Le 1er juillet 2017
de 11h30 à 12h00
Le Patio (université de Strasbourg)
22 rue René Descartes, 67000 Strasbourg
salle 3209
Séance - Modern American Composers
Pré-acte / Acte
Auteur : Laura Emmery
The circumstances surrounding Elliott Carter’s conception of his seminal First String Quartet (1951) are well-known: Carter exclaimed, “to hell with the audience” before retreating to the Lower Sonora Desert in Arizona to explore novel ideas about “musical themes, ways of development, textures and forms.” However, Carter’s writings, interviews, and text documents reveal that Carter was quite mindful of the audience while composing this quartet, evidenced by numerous narratives he devised in order to make the piece more approachable and understandable.

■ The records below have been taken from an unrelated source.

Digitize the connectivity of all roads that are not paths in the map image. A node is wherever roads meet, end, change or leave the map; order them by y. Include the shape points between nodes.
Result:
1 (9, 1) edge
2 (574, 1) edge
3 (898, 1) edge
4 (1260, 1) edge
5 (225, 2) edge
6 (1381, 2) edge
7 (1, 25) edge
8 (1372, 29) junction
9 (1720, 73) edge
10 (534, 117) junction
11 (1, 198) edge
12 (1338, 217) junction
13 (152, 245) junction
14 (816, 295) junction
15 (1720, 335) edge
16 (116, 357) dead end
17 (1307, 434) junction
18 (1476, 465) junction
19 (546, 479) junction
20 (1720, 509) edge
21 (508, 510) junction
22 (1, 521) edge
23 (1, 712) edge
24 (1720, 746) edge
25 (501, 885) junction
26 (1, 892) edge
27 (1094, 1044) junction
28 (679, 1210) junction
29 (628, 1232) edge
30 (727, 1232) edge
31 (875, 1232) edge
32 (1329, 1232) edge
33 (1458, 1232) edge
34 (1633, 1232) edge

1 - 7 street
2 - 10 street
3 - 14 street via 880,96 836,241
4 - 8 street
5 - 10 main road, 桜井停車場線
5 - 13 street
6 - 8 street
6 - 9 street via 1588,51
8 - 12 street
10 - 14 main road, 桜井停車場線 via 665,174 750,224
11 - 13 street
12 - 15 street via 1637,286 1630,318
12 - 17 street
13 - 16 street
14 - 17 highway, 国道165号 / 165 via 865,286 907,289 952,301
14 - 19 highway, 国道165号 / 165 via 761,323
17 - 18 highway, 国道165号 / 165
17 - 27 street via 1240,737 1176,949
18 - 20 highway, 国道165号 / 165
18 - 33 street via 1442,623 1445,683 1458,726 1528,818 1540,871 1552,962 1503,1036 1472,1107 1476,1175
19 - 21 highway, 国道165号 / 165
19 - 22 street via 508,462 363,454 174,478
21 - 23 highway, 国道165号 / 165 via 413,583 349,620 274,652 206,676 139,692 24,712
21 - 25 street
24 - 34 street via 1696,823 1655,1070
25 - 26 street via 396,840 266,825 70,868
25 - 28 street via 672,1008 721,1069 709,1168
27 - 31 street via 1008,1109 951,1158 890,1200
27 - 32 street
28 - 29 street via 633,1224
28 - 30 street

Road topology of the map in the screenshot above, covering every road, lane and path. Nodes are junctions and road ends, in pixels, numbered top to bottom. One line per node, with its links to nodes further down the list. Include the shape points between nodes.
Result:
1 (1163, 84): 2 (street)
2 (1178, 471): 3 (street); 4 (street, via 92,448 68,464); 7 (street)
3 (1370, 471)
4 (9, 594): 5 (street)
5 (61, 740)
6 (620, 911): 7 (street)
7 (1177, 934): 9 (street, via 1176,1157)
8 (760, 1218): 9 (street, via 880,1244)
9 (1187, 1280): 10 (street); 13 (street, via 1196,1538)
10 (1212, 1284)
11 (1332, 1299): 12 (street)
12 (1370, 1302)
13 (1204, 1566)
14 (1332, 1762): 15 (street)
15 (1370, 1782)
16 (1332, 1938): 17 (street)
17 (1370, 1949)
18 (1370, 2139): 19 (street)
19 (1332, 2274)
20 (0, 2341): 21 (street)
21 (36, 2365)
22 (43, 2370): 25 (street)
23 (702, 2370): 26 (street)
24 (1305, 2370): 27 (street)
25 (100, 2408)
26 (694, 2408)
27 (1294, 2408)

Building on the scholarship on musical narrative and metaphor (Zbikowski 1998, Maus 2003, Spitzer 2004, Mailman 2012, Almén 2008), and on musical ecology (Cook 2013, Clarke 2005), musical I aim to discuss Carter’s First String Quartet trough a lens of narrativity and semiotics. My study is informed by the analysis of the sketches (housed at the Library of Congress and the Paul Sacher Stiftung) and the score, as well as original text documents, correspondence, and Carter’s own writings on the piece.